Wednesday, December 30, 2009

Albert Ayler Trio - Spiritual Unity (1964)

| Avant-Garde | Free-Jazz |

Albert Ayler was the most primal of the free jazz musicians of the 1960s. He possessed a deep blistering tone—achieved by using the stiffest plastic reeds he could find on his tenor saxophone—and a broad, pathos-filled vibrato that came right out of church music. His trio and quartet records of 1964, like ‘Spiritual Unity’ and ‘The Hilversum Sessions’, show him advancing the improvisational notions of John Coltrane and Ornette Coleman into abstract realms where timbre, not harmony and melody, is the music’s backbone.

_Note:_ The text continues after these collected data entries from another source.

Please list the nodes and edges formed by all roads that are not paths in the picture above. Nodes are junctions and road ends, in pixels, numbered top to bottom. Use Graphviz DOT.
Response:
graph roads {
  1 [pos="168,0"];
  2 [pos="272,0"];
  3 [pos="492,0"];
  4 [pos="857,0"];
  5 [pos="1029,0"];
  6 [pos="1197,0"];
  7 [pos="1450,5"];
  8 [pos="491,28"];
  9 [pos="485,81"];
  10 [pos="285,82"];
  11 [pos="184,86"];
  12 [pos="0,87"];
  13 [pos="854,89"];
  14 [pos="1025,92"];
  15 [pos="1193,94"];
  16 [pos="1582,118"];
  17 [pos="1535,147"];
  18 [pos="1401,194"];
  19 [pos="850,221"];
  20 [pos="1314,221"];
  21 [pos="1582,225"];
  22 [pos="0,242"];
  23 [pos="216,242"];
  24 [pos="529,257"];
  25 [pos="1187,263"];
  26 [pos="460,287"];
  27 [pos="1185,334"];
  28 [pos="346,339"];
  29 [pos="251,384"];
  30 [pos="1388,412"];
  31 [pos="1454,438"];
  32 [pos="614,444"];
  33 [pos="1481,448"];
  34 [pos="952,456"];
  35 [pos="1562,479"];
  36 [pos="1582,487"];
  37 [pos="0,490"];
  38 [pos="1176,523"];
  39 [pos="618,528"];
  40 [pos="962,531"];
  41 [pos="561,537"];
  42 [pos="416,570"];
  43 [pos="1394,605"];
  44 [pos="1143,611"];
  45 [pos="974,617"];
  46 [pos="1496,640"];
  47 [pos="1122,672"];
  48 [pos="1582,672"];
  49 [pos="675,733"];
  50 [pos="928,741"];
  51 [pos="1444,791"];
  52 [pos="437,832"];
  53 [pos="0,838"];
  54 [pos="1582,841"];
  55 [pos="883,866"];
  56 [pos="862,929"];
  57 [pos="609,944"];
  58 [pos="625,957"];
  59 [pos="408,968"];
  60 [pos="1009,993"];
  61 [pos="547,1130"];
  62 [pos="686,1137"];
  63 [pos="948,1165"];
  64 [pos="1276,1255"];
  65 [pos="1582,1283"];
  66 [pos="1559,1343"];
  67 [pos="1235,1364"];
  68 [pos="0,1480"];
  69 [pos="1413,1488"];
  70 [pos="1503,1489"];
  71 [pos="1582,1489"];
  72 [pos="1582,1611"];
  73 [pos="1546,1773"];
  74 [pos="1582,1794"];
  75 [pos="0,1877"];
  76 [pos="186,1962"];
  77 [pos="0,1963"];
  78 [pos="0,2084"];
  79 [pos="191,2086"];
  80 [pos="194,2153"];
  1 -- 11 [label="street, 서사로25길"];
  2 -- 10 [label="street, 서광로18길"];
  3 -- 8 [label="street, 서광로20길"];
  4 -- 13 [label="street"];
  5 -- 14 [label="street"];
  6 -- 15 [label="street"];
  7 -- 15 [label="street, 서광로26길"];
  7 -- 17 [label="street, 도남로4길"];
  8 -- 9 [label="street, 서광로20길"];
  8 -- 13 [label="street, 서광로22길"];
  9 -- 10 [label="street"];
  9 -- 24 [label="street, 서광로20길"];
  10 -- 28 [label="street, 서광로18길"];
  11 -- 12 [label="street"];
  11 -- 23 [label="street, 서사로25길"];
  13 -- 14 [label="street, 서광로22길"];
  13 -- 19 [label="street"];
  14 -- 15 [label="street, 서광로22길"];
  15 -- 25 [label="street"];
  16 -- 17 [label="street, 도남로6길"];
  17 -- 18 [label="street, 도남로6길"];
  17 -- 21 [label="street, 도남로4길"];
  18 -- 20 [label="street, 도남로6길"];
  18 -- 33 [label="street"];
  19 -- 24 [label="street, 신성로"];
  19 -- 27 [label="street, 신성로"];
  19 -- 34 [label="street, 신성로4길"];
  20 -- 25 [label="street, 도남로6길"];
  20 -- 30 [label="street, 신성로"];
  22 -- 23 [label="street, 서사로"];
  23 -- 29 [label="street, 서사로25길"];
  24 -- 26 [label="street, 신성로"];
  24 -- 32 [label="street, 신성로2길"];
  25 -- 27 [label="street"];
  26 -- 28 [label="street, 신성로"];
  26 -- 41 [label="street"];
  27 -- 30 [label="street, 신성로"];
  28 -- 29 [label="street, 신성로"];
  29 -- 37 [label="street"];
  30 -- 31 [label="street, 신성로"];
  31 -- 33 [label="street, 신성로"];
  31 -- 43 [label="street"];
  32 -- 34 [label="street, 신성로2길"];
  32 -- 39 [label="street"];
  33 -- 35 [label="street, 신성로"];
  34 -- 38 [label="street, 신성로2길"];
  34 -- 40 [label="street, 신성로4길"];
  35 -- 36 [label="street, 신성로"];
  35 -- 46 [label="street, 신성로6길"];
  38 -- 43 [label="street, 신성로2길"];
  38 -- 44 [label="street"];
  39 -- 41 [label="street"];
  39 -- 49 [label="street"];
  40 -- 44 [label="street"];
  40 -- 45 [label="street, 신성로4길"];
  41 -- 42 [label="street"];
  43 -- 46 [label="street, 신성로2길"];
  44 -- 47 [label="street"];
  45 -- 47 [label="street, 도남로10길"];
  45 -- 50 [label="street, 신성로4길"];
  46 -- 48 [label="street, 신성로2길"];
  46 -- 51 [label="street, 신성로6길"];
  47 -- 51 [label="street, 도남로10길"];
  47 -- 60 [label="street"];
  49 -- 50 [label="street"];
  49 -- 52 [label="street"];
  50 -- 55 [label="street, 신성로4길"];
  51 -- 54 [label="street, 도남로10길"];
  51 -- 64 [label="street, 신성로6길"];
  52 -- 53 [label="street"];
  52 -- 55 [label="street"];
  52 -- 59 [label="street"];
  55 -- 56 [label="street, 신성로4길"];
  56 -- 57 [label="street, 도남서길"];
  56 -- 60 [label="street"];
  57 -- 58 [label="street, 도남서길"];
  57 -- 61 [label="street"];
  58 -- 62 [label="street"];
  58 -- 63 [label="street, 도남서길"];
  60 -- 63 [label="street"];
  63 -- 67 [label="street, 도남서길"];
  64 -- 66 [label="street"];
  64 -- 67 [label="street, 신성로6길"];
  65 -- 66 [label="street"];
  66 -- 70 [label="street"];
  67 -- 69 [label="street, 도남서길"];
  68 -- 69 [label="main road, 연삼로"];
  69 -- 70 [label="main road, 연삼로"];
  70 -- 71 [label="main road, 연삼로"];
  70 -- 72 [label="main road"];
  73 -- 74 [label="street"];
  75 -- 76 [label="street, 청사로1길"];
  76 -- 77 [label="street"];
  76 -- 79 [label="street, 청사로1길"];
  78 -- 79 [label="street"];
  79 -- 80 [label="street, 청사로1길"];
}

Spiritual Unity was the album that pushed Albert Ayler to the forefront of jazz's avant-garde, and the first jazz album ever released by Bernard Stollman's seminal ESP label. It was really the first available document of Ayler's music that matched him with a group of truly sympathetic musicians, and the results are a magnificently pure distillation of his aesthetic. Bassist Gary Peacock's full-toned, free-flowing ideas and drummer Sunny Murray's shifting, stream-of-consciousness rhythms (which rely heavily on shimmering cymbal work) are crucial in throwing the constraints off of Ayler's playing. Yet as liberated and ferociously primitive as Ayler sounds, the group isn't an unhinged mess -- all the members listen to the subtler nuances in one another's playing, pushing and responding where appropriate. Their collective improvisation is remarkably unified -- and as for the other half of the album's title, Ayler conjures otherworldly visions of the spiritual realm with a gospel-derived fervor. Titles like "The Wizard," "Spirits," and "Ghosts" (his signature tune, introduced here in two versions) make it clear that Ayler's arsenal of vocal-like effects -- screams, squeals, wails, honks, and the widest vibrato ever heard on a jazz record -- were sonic expressions of a wildly intense longing for transcendence. With singable melodies based on traditional folk songs and standard scales, Ayler took the simplest musical forms and imbued them with a shockingly visceral power -- in a way, not unlike the best rock & roll, which probably accounted for the controversy his approach generated. To paraphrase one of Ayler's most famous quotes, this music was about feelings, not notes, and on Spiritual Unity that philosophy finds its most concise, concentrated expression. A landmark recording that's essential to any basic understanding of free jazz.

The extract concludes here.